Tiffani Bachus by Tiffani Bachus

Change isn’t easy. Making lasting changes to behavior is rarely a simple or swift process. How can we help clients develop healthy changes that last?

The truth is, many people can quickly make measurable changes to both diet and fitness, with visible results to weight, body mass and even fitness levels. All too often, though, these quick gains don’t endure.

How often do we hear this story from clients: I followed a plan and it worked, and then I fell right back into my old routine, and all my progress just disappeared! Unfortunately, short-term gains are often lost when the “program” is over and old habits return. These swings in and out of healthy habits, back and forth between being “on track” and “stuck in old ruts” are discouraging and demotivating for clients, and keep them from integrating meaningful, lasting changes to their lives.

As health professionals specializing in fitness and nutrition, handing our clients plans for eating well and exercising doesn’t ensure success over the long-term. We’re the “experts” when it comes to nutrients, calorie consumption and expenditure. But for clients to succeed, they need to become the true experts in their own progress toward the new behaviors that support diet, nutrition and fitness changes. Rather than simply telling clients, here is what you must do, we can more fully serve them when we help them discover the individual insights, motivations and goals that exist within them. How do we achieve this? Listen. Ask questions—especially open-ended ones. Tailor your plans to their very personal goals. Set aside your expert status and create a partnership with your client.

Here are five strategies for working with clients to create lasting behavior changes:

1. Use the Stages of Change model.

This model deploys a gradual progression of small steps toward a larger goal. Rather than setting a single overreaching goal at the outset, this model reframes the entire goal-setting process into a series of small, but important, benchmarks. Over time, these smaller goals deliver clients to their larger goal. Rather than defining goals for clients to adopt, turn the goal-setting process over to clients—with you as a guide and support.

2. Turn goals into SMART goals.

SMART goals are:

  • Specific
  • Measurable
  • Attainable
  • Relevant
  • Time-bound

Every goal that a client sets can, and should, meet these criteria. If a goal doesn’t meet the SMART criteria, work with your client to adjust the goal until it does.

3. Identify ways to stay motivated.

Motivation is never static. It varies and shifts, over a month or a week or even during the course of a single day. Encouraging clients to adopt specific strategies to boost motivation gives them resources they’ll have close at hand to help them stay focused on their SMART goals, even when intrinsic motivation is flagging. It’s a good idea to help clients develop a collection of motivational tactics, including:

  • Making lists of motivating statements.
  • Periodically reviewing—and updating—what their motivations are.
  • Regularly charting their progress in achieving SMART goals.
  • Seeking out social support.

As with goals, motivational strategies must be personal and are most effective when they come from the clients themselves.

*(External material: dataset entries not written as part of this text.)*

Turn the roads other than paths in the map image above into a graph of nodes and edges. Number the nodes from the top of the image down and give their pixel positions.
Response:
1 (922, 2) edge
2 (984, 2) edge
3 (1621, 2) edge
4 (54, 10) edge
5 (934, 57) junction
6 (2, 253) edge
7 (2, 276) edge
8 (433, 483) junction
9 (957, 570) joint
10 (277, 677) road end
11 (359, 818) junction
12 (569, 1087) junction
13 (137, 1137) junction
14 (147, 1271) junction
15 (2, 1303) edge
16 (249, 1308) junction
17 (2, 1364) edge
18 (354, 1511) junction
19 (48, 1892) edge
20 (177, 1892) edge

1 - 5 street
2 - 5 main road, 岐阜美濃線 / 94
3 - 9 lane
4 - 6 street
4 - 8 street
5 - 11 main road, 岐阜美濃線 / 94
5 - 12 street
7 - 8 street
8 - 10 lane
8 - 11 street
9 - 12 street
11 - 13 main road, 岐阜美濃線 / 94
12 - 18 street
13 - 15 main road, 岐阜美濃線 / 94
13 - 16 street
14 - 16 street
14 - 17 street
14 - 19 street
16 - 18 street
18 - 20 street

4. Encourage accountability.

We all benefit from being accountable for our actions. Accountability is essential to weight loss and weight maintenance. Food journals and dietary tracking, exercise and sleep logs give clients real-time snapshots of their behaviors in action. These records provide an important daily frame of reference for decision-making and allow clients to absorb the impact of the choices they’re making regarding diet and exercise.

5. Acknowledge relapses.

Relapses are common and part of the process of making real, enduring changes. Relapses can be discouraging, but they should not be viewed as signs of failure, but rather as short-term challenges that can be overcome. Helping clients handle relapse often includes:

  • Identifying triggers that lead to relapse.
  • Developing coping strategies to deal with temptation.
  • Planning for how to course-correct when a diet or fitness relapse occurs.

Clients will be more effective in coping with relapses when they’ve had a direct, leading role in creating their relapse-ready game plans. Encourage clients to speak honestly about their fears and possible triggers for relapse, and build from there.

There’s nothing like the satisfaction of making lasting changes to one’s life—or to helping someone else make that change for themselves. Using these strategies can increase the likelihood of long-term success we want all of our clients to achieve.